Create a graph

In the two previous lessons, you used the LangChain Neo4jVector and Neo4jGraph classes to create nodes in the graph. Using Neo4jVector and Neo4Graph is an efficient and easy way to get started.

To create a graph where you can also understand the relationships within the data, you must incorporate the metadata into the data model.

In this lesson, you will create a graph of the course content using the neo4j Python driver and OpenAI API.

Data Model

The data model you will create is a simplified version of the course content model you saw earlier in this module.

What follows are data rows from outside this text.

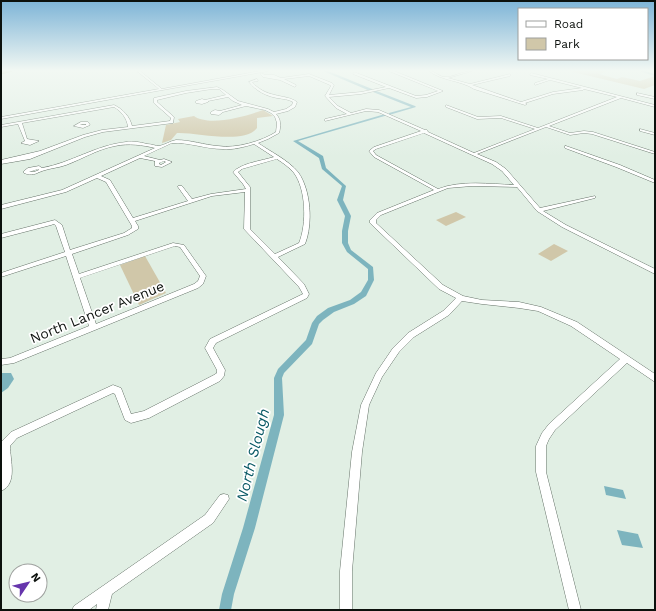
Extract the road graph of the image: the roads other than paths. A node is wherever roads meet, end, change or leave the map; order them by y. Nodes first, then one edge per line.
1 (655, 99) edge
2 (103, 100) edge
3 (155, 100) edge
4 (235, 100) edge
5 (290, 100) edge
6 (330, 100) edge
7 (510, 100) edge
8 (532, 100) edge
9 (614, 100) edge
10 (630, 100) edge
11 (521, 103) junction
12 (245, 104) junction
13 (525, 104) dead end
14 (647, 104) junction
15 (378, 105) dead end
16 (448, 106) dead end
17 (655, 106) edge
18 (374, 110) junction
19 (222, 111) dead end
20 (77, 112) junction
21 (41, 113) dead end
22 (274, 113) junction
23 (351, 114) junction
24 (1, 118) edge
25 (43, 119) junction
26 (326, 120) dead end
27 (20, 123) junction
28 (84, 123) dead end
29 (1, 126) edge
30 (545, 126) junction
31 (130, 127) junction
32 (538, 129) junction
33 (641, 130) dead end
34 (426, 131) junction
35 (655, 134) edge
36 (27, 141) dead end
37 (254, 142) junction
38 (158, 147) junction
39 (566, 147) dead end
40 (476, 153) junction
41 (655, 153) edge
42 (140, 156) junction
43 (276, 158) junction
44 (159, 161) dead end
45 (1, 162) edge
46 (41, 170) dead end
47 (97, 176) junction
48 (655, 182) edge
49 (518, 186) junction
50 (180, 187) dead end
51 (248, 190) junction
52 (437, 190) junction
53 (592, 197) dead end
54 (191, 201) junction
55 (1, 207) edge
56 (539, 210) junction
57 (131, 220) junction
58 (1, 236) edge
59 (69, 253) junction
60 (273, 257) junction
61 (655, 272) edge
62 (1, 275) edge
63 (77, 277) junction
64 (461, 298) junction
65 (93, 328) junction
66 (626, 358) junction
67 (1, 362) edge
68 (655, 378) edge
69 (1, 486) edge
70 (224, 499) dead end
71 (106, 591) junction
72 (78, 610) edge
73 (102, 610) edge
74 (346, 610) edge
75 (575, 610) edge

1 - 14 street
2 - 24 street
3 - 31 street
4 - 12 street
5 - 22 street
6 - 23 street
7 - 11 street
8 - 11 street
9 - 30 street
10 - 14 street
11 - 13 street
12 - 19 street
12 - 22 street
14 - 17 street
15 - 18 street
16 - 32 street
18 - 23 street
18 - 34 street
20 - 25 street
20 - 28 street
20 - 31 street
21 - 25 street
22 - 37 street
23 - 26 street
25 - 27 street
27 - 29 street
27 - 36 street
30 - 32 street
30 - 41 street
31 - 45 street
32 - 40 street
33 - 35 street
34 - 40 street
34 - 52 street
37 - 38 street
37 - 43 street
38 - 42 street
38 - 46 street
39 - 48 street
40 - 49 street
42 - 44 street
42 - 47 street
43 - 51 street
43 - 60 street
47 - 55 street
47 - 57 street
49 - 52 street
49 - 56 street
50 - 54 street
51 - 54 street
51 - 60 street
52 - 64 street
53 - 56 street
54 - 57 street
56 - 61 street
57 - 59 street
58 - 59 street
59 - 62 street
59 - 63 street
60 - 69 street
63 - 65 street
63 - 65 street, North Lancer Avenue
64 - 66 street
64 - 74 street
65 - 67 street, North Lancer Avenue
66 - 68 street
66 - 75 street
70 - 71 street
71 - 72 street
71 - 73 street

The graph will contain the following nodes, properties, and relationships:

Course, Module, and Lesson nodes with a name property
A url property on Lesson nodes will hold the GraphAcademy URL for the lesson
Paragraph nodes will have text and embedding property
The HAS_MODULE, HAS_LESSON, and CONTAINS relationships will connect the nodes

You can extract the name properties and url metadata from the directory structure of the lesson files. For example, the first lesson of the Neo4j & LLM Fundamentals course has the following path:

courses\llm-fundamentals\modules\1-introduction\lessons\1-neo4j-and-genai\lesson.adoc

You can extract the following metadata from the path:

Course.name - llm-fundamentals
Module.name - 1-introduction
Lesson.name - 1-neo4j-and-genai
Lesson.url - graphacademy.neo4j.com/courses/{Course.name}/{Module.name}/{Lesson.name}

Extracting the data

Open the llm-vectors-unstructured\build_graph.py file in your code editor.

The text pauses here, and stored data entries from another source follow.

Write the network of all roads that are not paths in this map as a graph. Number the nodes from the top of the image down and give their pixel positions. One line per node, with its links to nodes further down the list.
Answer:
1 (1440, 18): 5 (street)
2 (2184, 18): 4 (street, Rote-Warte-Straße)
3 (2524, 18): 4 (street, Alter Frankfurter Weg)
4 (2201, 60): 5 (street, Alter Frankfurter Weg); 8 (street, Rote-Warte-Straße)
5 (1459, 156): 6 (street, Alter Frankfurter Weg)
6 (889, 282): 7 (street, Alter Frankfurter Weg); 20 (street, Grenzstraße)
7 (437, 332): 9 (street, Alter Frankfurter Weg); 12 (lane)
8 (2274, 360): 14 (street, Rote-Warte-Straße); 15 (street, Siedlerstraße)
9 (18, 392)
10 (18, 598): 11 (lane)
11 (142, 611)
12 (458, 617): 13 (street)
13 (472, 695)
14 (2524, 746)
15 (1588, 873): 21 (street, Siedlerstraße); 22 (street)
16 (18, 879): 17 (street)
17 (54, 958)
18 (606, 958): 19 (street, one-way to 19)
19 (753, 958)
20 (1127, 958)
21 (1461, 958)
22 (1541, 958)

This starter code loads and chunks the course content.

python

Load and chunk the content

import os
from dotenv import load_dotenv
load_dotenv()

from langchain_community.document_loaders import DirectoryLoader, TextLoader
from langchain.text_splitter import CharacterTextSplitter
from openai import OpenAI
from neo4j import GraphDatabase

COURSES_PATH = "llm-vectors-unstructured/data/asciidoc"

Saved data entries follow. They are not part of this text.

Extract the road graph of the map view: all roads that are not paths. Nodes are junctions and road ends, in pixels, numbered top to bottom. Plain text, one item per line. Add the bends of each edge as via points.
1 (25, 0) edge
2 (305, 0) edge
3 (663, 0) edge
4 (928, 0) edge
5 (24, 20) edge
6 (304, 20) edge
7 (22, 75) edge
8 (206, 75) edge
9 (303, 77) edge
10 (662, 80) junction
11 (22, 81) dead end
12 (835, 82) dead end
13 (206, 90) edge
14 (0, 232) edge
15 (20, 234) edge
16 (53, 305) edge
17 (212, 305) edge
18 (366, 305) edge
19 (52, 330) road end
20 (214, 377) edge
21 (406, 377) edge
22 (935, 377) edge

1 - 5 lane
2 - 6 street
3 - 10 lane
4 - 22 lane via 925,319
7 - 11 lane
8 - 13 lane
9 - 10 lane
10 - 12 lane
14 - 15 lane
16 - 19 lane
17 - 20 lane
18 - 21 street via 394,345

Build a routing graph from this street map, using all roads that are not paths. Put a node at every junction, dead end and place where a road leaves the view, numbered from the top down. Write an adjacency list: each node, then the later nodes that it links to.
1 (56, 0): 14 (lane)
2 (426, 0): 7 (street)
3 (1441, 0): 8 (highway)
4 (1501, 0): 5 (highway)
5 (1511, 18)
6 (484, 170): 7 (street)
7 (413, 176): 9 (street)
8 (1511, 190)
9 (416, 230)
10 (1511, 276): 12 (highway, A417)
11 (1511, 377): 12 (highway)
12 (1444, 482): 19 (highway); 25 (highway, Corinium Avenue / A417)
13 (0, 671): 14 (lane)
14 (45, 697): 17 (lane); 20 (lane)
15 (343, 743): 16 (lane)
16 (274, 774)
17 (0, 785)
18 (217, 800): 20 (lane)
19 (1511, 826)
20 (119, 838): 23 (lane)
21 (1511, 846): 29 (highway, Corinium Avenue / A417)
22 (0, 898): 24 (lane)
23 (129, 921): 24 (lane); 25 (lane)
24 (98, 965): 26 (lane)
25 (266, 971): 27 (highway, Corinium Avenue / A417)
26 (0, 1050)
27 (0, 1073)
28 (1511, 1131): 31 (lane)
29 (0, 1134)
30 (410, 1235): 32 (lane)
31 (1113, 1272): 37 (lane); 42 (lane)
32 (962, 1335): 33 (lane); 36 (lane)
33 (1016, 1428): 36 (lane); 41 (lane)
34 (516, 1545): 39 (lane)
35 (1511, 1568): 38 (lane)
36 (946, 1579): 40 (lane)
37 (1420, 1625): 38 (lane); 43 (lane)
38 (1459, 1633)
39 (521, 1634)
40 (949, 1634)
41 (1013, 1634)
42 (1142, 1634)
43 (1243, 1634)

loader = DirectoryLoader(COURSES_PATH, glob="**/lesson.adoc", loader_cls=TextLoader)
docs = loader.load()

text_splitter = CharacterTextSplitter(
    separator="\n\n",
    chunk_size=1500,
    chunk_overlap=200,
)

chunks = text_splitter.split_documents(docs)

# Create a function to get the embedding

# Create a function to get the course data

# Create OpenAI object

# Connect to Neo4j

# Create a function to run the Cypher query

# Iterate through the chunks and create the graph

# Close the neo4j driver

For each chunk, you have to create an embedding of the text and extract the metadata.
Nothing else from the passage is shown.